#### ASSIGNMENT:
Copy every line of the data that contains the string "Left".

_ _ _ _ _ _ _

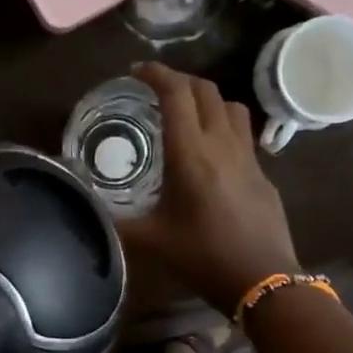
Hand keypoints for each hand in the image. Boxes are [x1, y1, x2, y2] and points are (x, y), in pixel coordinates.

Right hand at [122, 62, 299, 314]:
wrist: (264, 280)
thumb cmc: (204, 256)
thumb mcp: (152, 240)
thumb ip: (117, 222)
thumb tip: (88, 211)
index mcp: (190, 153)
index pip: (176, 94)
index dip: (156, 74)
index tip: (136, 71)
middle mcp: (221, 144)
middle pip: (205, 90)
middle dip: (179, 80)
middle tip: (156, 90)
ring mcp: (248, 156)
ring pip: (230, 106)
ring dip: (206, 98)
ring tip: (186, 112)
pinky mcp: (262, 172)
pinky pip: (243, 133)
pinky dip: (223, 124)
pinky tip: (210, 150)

_ _ _ _ _ _ _

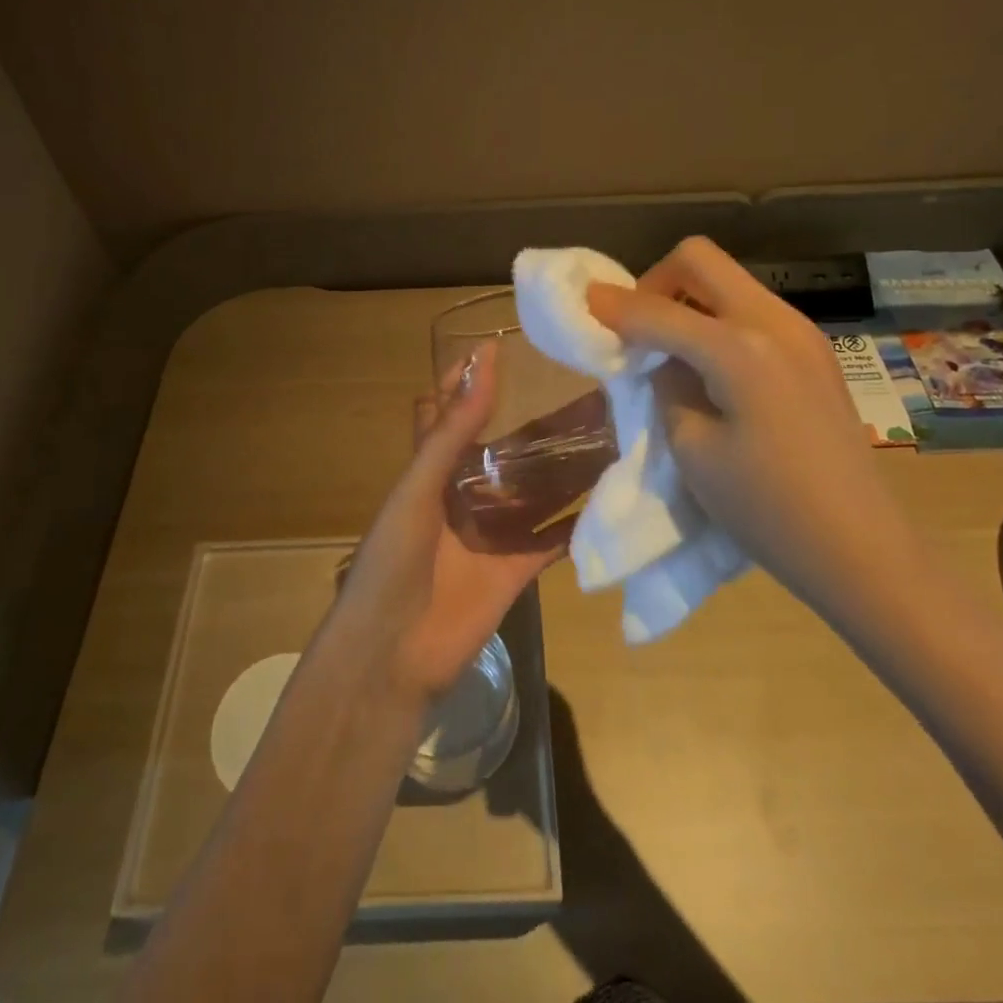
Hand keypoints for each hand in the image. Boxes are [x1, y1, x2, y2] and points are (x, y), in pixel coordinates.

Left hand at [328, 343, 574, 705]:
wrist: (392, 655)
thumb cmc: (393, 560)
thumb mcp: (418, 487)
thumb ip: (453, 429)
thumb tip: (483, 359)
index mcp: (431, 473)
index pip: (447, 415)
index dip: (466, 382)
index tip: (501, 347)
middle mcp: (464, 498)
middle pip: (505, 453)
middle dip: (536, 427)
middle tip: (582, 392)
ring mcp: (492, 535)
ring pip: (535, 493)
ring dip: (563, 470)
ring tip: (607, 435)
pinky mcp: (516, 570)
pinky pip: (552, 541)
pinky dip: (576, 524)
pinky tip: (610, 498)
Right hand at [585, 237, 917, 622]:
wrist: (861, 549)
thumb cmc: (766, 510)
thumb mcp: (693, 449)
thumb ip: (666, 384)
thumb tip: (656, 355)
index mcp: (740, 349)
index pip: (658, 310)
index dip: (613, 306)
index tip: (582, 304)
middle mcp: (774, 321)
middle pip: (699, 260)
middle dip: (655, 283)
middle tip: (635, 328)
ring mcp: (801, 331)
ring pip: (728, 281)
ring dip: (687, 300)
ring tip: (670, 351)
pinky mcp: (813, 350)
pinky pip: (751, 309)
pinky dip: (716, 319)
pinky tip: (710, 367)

_ _ _ _ _ _ _

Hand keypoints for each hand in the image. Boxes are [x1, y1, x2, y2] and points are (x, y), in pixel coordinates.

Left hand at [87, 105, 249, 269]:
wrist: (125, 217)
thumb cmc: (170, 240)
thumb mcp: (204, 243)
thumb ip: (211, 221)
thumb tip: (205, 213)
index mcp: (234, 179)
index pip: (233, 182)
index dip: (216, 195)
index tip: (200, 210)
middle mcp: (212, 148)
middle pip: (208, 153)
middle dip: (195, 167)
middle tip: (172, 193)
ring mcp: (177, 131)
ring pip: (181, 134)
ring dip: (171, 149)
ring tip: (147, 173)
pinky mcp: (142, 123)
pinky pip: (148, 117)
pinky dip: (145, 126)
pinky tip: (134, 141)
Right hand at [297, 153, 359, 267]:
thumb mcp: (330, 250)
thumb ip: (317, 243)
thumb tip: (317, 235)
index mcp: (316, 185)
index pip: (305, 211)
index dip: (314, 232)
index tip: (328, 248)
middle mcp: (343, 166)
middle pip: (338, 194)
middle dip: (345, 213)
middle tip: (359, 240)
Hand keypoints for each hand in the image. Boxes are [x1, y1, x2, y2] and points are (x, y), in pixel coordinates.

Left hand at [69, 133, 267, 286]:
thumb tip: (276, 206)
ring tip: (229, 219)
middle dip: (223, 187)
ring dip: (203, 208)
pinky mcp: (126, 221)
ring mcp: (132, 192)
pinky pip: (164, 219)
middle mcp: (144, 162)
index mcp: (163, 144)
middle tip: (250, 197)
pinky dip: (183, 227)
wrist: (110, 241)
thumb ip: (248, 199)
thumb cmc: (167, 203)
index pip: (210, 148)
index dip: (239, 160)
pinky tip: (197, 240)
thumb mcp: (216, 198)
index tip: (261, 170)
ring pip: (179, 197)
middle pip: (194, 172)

_ _ _ _ _ _ _

#### RESULT BELOW:
Left hand at [328, 343, 574, 705]:
Left hand at [87, 105, 249, 269]:
Left hand at [69, 133, 267, 286]:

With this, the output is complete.